Exercise inputs Start Marker

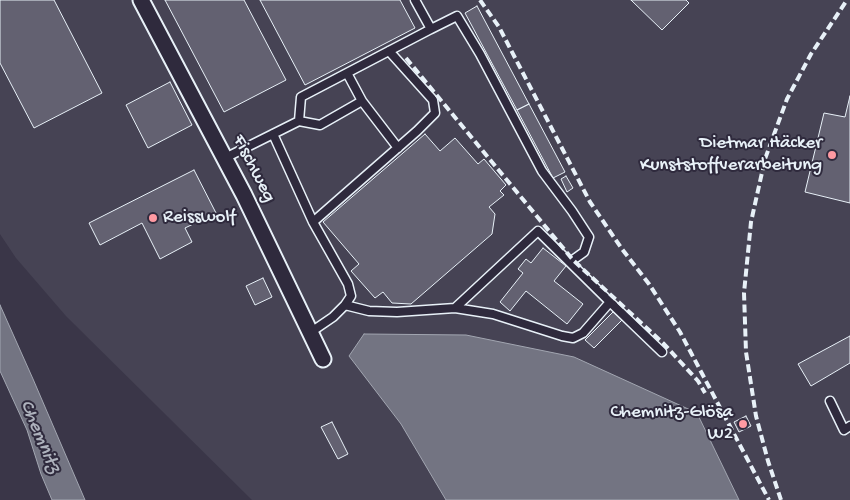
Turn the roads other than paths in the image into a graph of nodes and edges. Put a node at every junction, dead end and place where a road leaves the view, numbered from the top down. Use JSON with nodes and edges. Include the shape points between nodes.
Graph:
{"nodes":[{"id":1,"x":141,"y":0,"type":"edge"},
{"id":2,"x":415,"y":0,"type":"edge"},
{"id":3,"x":431,"y":29,"type":"junction"},
{"id":4,"x":389,"y":50,"type":"junction"},
{"id":5,"x":347,"y":73,"type":"junction"},
{"id":6,"x":362,"y":102,"type":"junction"},
{"id":7,"x":299,"y":121,"type":"junction"},
{"id":8,"x":272,"y":134,"type":"junction"},
{"id":9,"x":398,"y":148,"type":"junction"},
{"id":10,"x":225,"y":158,"type":"junction"},
{"id":11,"x":313,"y":222,"type":"junction"},
{"id":12,"x":570,"y":262,"type":"junction"},
{"id":13,"x":610,"y":302,"type":"junction"},
{"id":14,"x":345,"y":305,"type":"junction"},
{"id":15,"x":456,"y":308,"type":"junction"},
{"id":16,"x":311,"y":332,"type":"junction"},
{"id":17,"x":662,"y":352,"type":"dead end"},
{"id":18,"x":323,"y":359,"type":"dead end"},
{"id":19,"x":830,"y":401,"type":"dead end"},
{"id":20,"x":850,"y":426,"type":"edge"}],
"edges":[{"from":1,"to":10,"type":"street","name":"Fischweg"},
{"from":2,"to":3,"type":"lane"},
{"from":3,"to":4,"type":"lane"},
{"from":3,"to":12,"type":"lane","via":[[457,16],[480,54],[542,171],[589,237],[584,252]]},
{"from":4,"to":5,"type":"lane"},
{"from":4,"to":9,"type":"lane","via":[[433,100],[435,112]]},
{"from":5,"to":6,"type":"lane"},
{"from":5,"to":7,"type":"lane","via":[[301,97]]},
{"from":6,"to":7,"type":"lane","via":[[320,125]]},
{"from":6,"to":9,"type":"lane"},
{"from":7,"to":8,"type":"lane"},
{"from":8,"to":10,"type":"lane"},
{"from":8,"to":11,"type":"lane"},
{"from":9,"to":11,"type":"lane"},
{"from":10,"to":16,"type":"street","name":"Fischweg"},
{"from":11,"to":14,"type":"lane","via":[[350,290],[351,296]]},
{"from":12,"to":13,"type":"lane"},
{"from":12,"to":15,"type":"lane","via":[[538,231]]},
{"from":13,"to":15,"type":"lane","via":[[583,334],[574,338],[494,314]]},
{"from":13,"to":17,"type":"lane"},
{"from":14,"to":15,"type":"lane","via":[[369,311],[397,312]]},
{"from":14,"to":16,"type":"lane"},
{"from":16,"to":18,"type":"street","name":"Fischweg"},
{"from":19,"to":20,"type":"lane","via":[[844,430]]}]}
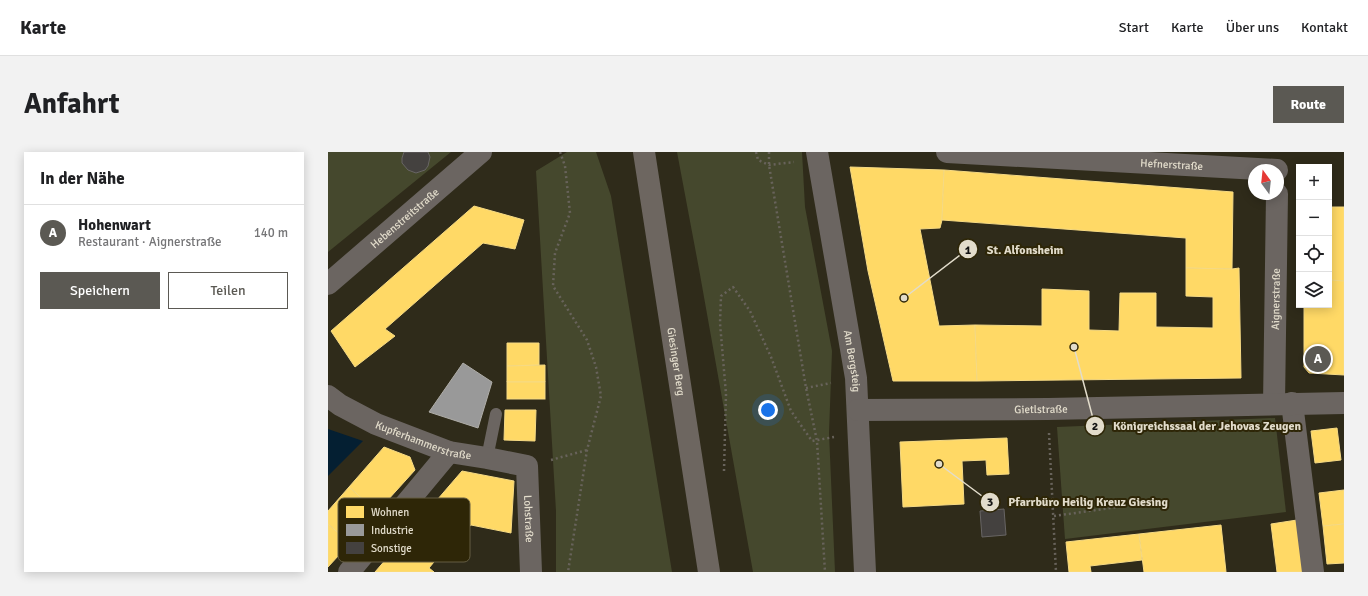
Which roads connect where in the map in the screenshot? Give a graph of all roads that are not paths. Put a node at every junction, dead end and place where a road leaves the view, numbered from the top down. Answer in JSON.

Exercise inputs End Marker

The output should consist of every entry above, printed exactly, with the images removed.

Turn the roads other than paths in the image into a graph of nodes and edges. Put a node at every junction, dead end and place where a road leaves the view, numbered from the top down. Use JSON with nodes and edges. Include the shape points between nodes.
Graph:
{"nodes":[{"id":1,"x":141,"y":0,"type":"edge"},
{"id":2,"x":415,"y":0,"type":"edge"},
{"id":3,"x":431,"y":29,"type":"junction"},
{"id":4,"x":389,"y":50,"type":"junction"},
{"id":5,"x":347,"y":73,"type":"junction"},
{"id":6,"x":362,"y":102,"type":"junction"},
{"id":7,"x":299,"y":121,"type":"junction"},
{"id":8,"x":272,"y":134,"type":"junction"},
{"id":9,"x":398,"y":148,"type":"junction"},
{"id":10,"x":225,"y":158,"type":"junction"},
{"id":11,"x":313,"y":222,"type":"junction"},
{"id":12,"x":570,"y":262,"type":"junction"},
{"id":13,"x":610,"y":302,"type":"junction"},
{"id":14,"x":345,"y":305,"type":"junction"},
{"id":15,"x":456,"y":308,"type":"junction"},
{"id":16,"x":311,"y":332,"type":"junction"},
{"id":17,"x":662,"y":352,"type":"dead end"},
{"id":18,"x":323,"y":359,"type":"dead end"},
{"id":19,"x":830,"y":401,"type":"dead end"},
{"id":20,"x":850,"y":426,"type":"edge"}],
"edges":[{"from":1,"to":10,"type":"street","name":"Fischweg"},
{"from":2,"to":3,"type":"lane"},
{"from":3,"to":4,"type":"lane"},
{"from":3,"to":12,"type":"lane","via":[[457,16],[480,54],[542,171],[589,237],[584,252]]},
{"from":4,"to":5,"type":"lane"},
{"from":4,"to":9,"type":"lane","via":[[433,100],[435,112]]},
{"from":5,"to":6,"type":"lane"},
{"from":5,"to":7,"type":"lane","via":[[301,97]]},
{"from":6,"to":7,"type":"lane","via":[[320,125]]},
{"from":6,"to":9,"type":"lane"},
{"from":7,"to":8,"type":"lane"},
{"from":8,"to":10,"type":"lane"},
{"from":8,"to":11,"type":"lane"},
{"from":9,"to":11,"type":"lane"},
{"from":10,"to":16,"type":"street","name":"Fischweg"},
{"from":11,"to":14,"type":"lane","via":[[350,290],[351,296]]},
{"from":12,"to":13,"type":"lane"},
{"from":12,"to":15,"type":"lane","via":[[538,231]]},
{"from":13,"to":15,"type":"lane","via":[[583,334],[574,338],[494,314]]},
{"from":13,"to":17,"type":"lane"},
{"from":14,"to":15,"type":"lane","via":[[369,311],[397,312]]},
{"from":14,"to":16,"type":"lane"},
{"from":16,"to":18,"type":"street","name":"Fischweg"},
{"from":19,"to":20,"type":"lane","via":[[844,430]]}]}
Which roads connect where in the map in the screenshot? Give a graph of all roads that are not paths. Put a node at every junction, dead end and place where a road leaves the view, numbered from the top down. Answer in JSON.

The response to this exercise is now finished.